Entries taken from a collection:
++++++++++
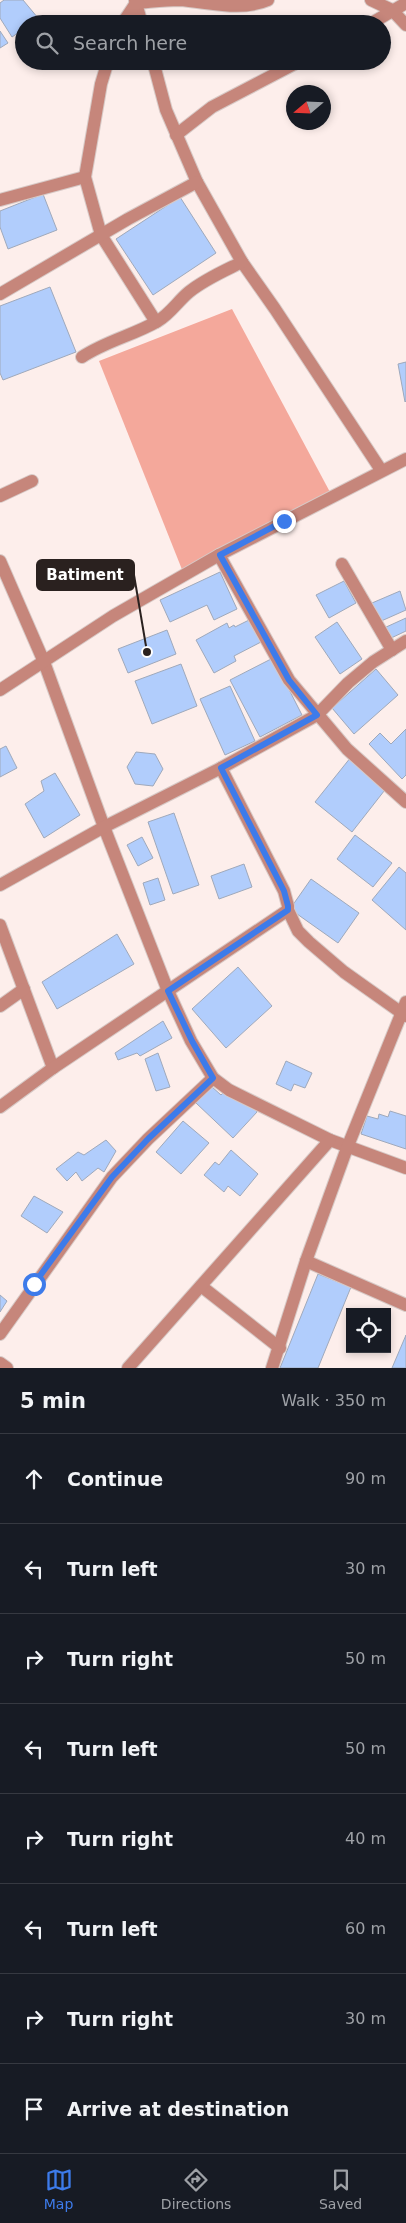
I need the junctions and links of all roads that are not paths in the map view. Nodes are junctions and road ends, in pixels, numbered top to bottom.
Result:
1 (268, 0) edge
2 (371, 0) edge
3 (136, 2) edge
4 (406, 3) edge
5 (392, 10) junction
6 (128, 15) edge
7 (140, 15) edge
8 (384, 15) edge
9 (406, 25) edge
10 (105, 70) edge
11 (155, 70) edge
12 (283, 70) edge
13 (176, 135) junction
14 (85, 177) junction
15 (197, 182) junction
16 (0, 200) edge
17 (101, 235) junction
18 (242, 262) junction
19 (0, 294) edge
20 (156, 322) junction
21 (82, 357) dead end
22 (406, 459) edge
23 (381, 470) junction
24 (32, 481) dead end
25 (0, 496) edge
26 (220, 555) junction
27 (0, 561) edge
28 (342, 564) dead end
29 (406, 641) edge
30 (392, 650) junction
31 (44, 662) junction
32 (0, 690) edge
33 (317, 715) junction
34 (221, 768) junction
35 (406, 802) edge
36 (104, 827) junction
37 (0, 886) edge
38 (288, 910) junction
39 (0, 925) edge
40 (24, 989) junction
41 (168, 991) junction
42 (0, 1006) edge
43 (404, 1011) edge
44 (52, 1068) junction
45 (213, 1078) junction
46 (0, 1107) edge
47 (330, 1140) junction
48 (348, 1148) junction
49 (406, 1168) edge
50 (306, 1261) junction
51 (200, 1286) junction
52 (406, 1305) edge
53 (0, 1334) edge
54 (280, 1348) junction
55 (0, 1363) edge
56 (7, 1368) edge
57 (128, 1368) edge
58 (272, 1368) edge

1 - 3 street
2 - 5 street
3 - 6 street
3 - 7 street
4 - 5 street
5 - 8 street
5 - 9 street
10 - 14 street
11 - 13 street
12 - 13 street
13 - 15 street
14 - 16 street
14 - 17 street
15 - 17 street
15 - 18 street
17 - 19 street
17 - 20 street
18 - 20 street
18 - 23 street
20 - 21 street
22 - 23 street
23 - 26 street
24 - 25 street
26 - 31 street
26 - 33 street
27 - 31 street
28 - 30 street
29 - 30 street
30 - 33 street
31 - 32 street
31 - 36 street
33 - 34 street
33 - 35 street
34 - 36 street
34 - 38 street
36 - 37 street
36 - 41 street
38 - 41 street
38 - 43 street
39 - 40 street
40 - 42 street
40 - 44 street
41 - 44 street
41 - 45 street
43 - 48 street
44 - 46 street
45 - 47 street
45 - 53 street
47 - 48 street
47 - 51 street
48 - 49 street
48 - 50 street
50 - 52 street
50 - 54 street
51 - 54 street
51 - 57 street
54 - 58 street
55 - 56 street

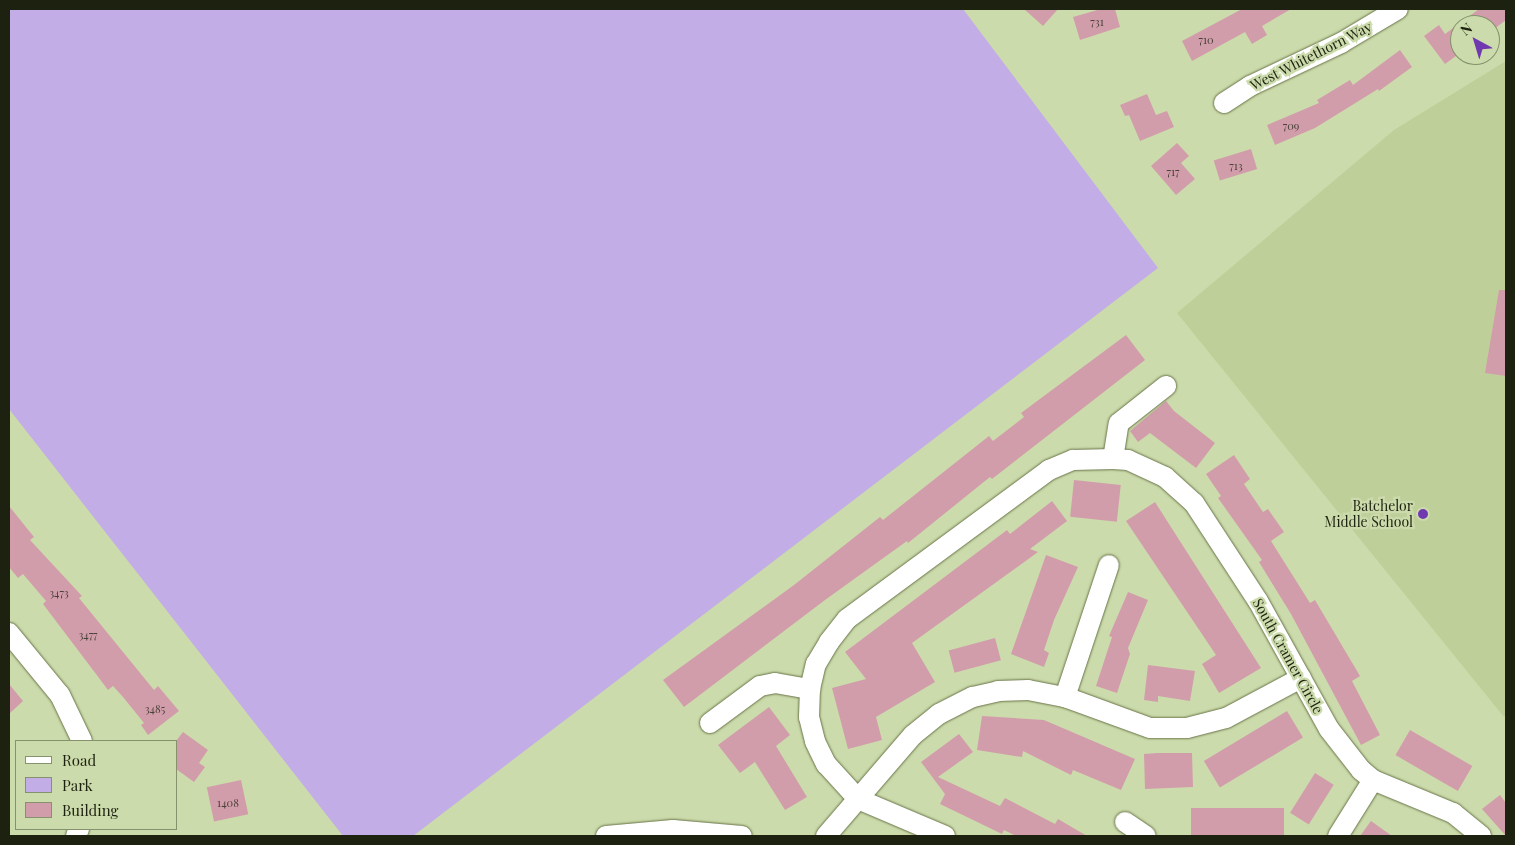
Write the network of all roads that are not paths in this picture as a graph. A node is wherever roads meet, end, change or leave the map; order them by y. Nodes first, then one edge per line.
1 (1398, 9) edge
2 (1224, 103) dead end
3 (1166, 386) dead end
4 (1113, 459) junction
5 (1108, 565) dead end
6 (9, 633) edge
7 (1301, 678) junction
8 (810, 689) junction
9 (1065, 697) junction
10 (710, 723) dead end
11 (82, 740) edge
12 (1373, 780) junction
13 (858, 799) junction
14 (1125, 822) dead end
15 (606, 836) edge
16 (742, 836) edge
17 (826, 836) edge
18 (944, 836) edge
19 (1146, 836) edge
20 (1338, 836) edge
21 (1480, 836) edge

1 - 2 street, West Whitethorn Way
3 - 4 street
4 - 7 street, South Cramer Circle
4 - 8 street, South Cramer Circle
5 - 9 street
6 - 11 street
7 - 9 street
7 - 12 street, South Cramer Circle
8 - 10 street
8 - 13 street, South Cramer Circle
9 - 13 street
12 - 20 street
12 - 21 street, South Cramer Circle
13 - 17 street
13 - 18 street, South Cramer Circle
14 - 19 street
15 - 16 street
++++++++++
Exercise requirements:
Each entry above must be set down word for word; none of its pictures belong in the copy.

Solution for this exercise:
I need the junctions and links of all roads that are not paths in the map view. Nodes are junctions and road ends, in pixels, numbered top to bottom.
Result:
1 (268, 0) edge
2 (371, 0) edge
3 (136, 2) edge
4 (406, 3) edge
5 (392, 10) junction
6 (128, 15) edge
7 (140, 15) edge
8 (384, 15) edge
9 (406, 25) edge
10 (105, 70) edge
11 (155, 70) edge
12 (283, 70) edge
13 (176, 135) junction
14 (85, 177) junction
15 (197, 182) junction
16 (0, 200) edge
17 (101, 235) junction
18 (242, 262) junction
19 (0, 294) edge
20 (156, 322) junction
21 (82, 357) dead end
22 (406, 459) edge
23 (381, 470) junction
24 (32, 481) dead end
25 (0, 496) edge
26 (220, 555) junction
27 (0, 561) edge
28 (342, 564) dead end
29 (406, 641) edge
30 (392, 650) junction
31 (44, 662) junction
32 (0, 690) edge
33 (317, 715) junction
34 (221, 768) junction
35 (406, 802) edge
36 (104, 827) junction
37 (0, 886) edge
38 (288, 910) junction
39 (0, 925) edge
40 (24, 989) junction
41 (168, 991) junction
42 (0, 1006) edge
43 (404, 1011) edge
44 (52, 1068) junction
45 (213, 1078) junction
46 (0, 1107) edge
47 (330, 1140) junction
48 (348, 1148) junction
49 (406, 1168) edge
50 (306, 1261) junction
51 (200, 1286) junction
52 (406, 1305) edge
53 (0, 1334) edge
54 (280, 1348) junction
55 (0, 1363) edge
56 (7, 1368) edge
57 (128, 1368) edge
58 (272, 1368) edge

1 - 3 street
2 - 5 street
3 - 6 street
3 - 7 street
4 - 5 street
5 - 8 street
5 - 9 street
10 - 14 street
11 - 13 street
12 - 13 street
13 - 15 street
14 - 16 street
14 - 17 street
15 - 17 street
15 - 18 street
17 - 19 street
17 - 20 street
18 - 20 street
18 - 23 street
20 - 21 street
22 - 23 street
23 - 26 street
24 - 25 street
26 - 31 street
26 - 33 street
27 - 31 street
28 - 30 street
29 - 30 street
30 - 33 street
31 - 32 street
31 - 36 street
33 - 34 street
33 - 35 street
34 - 36 street
34 - 38 street
36 - 37 street
36 - 41 street
38 - 41 street
38 - 43 street
39 - 40 street
40 - 42 street
40 - 44 street
41 - 44 street
41 - 45 street
43 - 48 street
44 - 46 street
45 - 47 street
45 - 53 street
47 - 48 street
47 - 51 street
48 - 49 street
48 - 50 street
50 - 52 street
50 - 54 street
51 - 54 street
51 - 57 street
54 - 58 street
55 - 56 street

Write the network of all roads that are not paths in this picture as a graph. A node is wherever roads meet, end, change or leave the map; order them by y. Nodes first, then one edge per line.
1 (1398, 9) edge
2 (1224, 103) dead end
3 (1166, 386) dead end
4 (1113, 459) junction
5 (1108, 565) dead end
6 (9, 633) edge
7 (1301, 678) junction
8 (810, 689) junction
9 (1065, 697) junction
10 (710, 723) dead end
11 (82, 740) edge
12 (1373, 780) junction
13 (858, 799) junction
14 (1125, 822) dead end
15 (606, 836) edge
16 (742, 836) edge
17 (826, 836) edge
18 (944, 836) edge
19 (1146, 836) edge
20 (1338, 836) edge
21 (1480, 836) edge

1 - 2 street, West Whitethorn Way
3 - 4 street
4 - 7 street, South Cramer Circle
4 - 8 street, South Cramer Circle
5 - 9 street
6 - 11 street
7 - 9 street
7 - 12 street, South Cramer Circle
8 - 10 street
8 - 13 street, South Cramer Circle
9 - 13 street
12 - 20 street
12 - 21 street, South Cramer Circle
13 - 17 street
13 - 18 street, South Cramer Circle
14 - 19 street
15 - 16 street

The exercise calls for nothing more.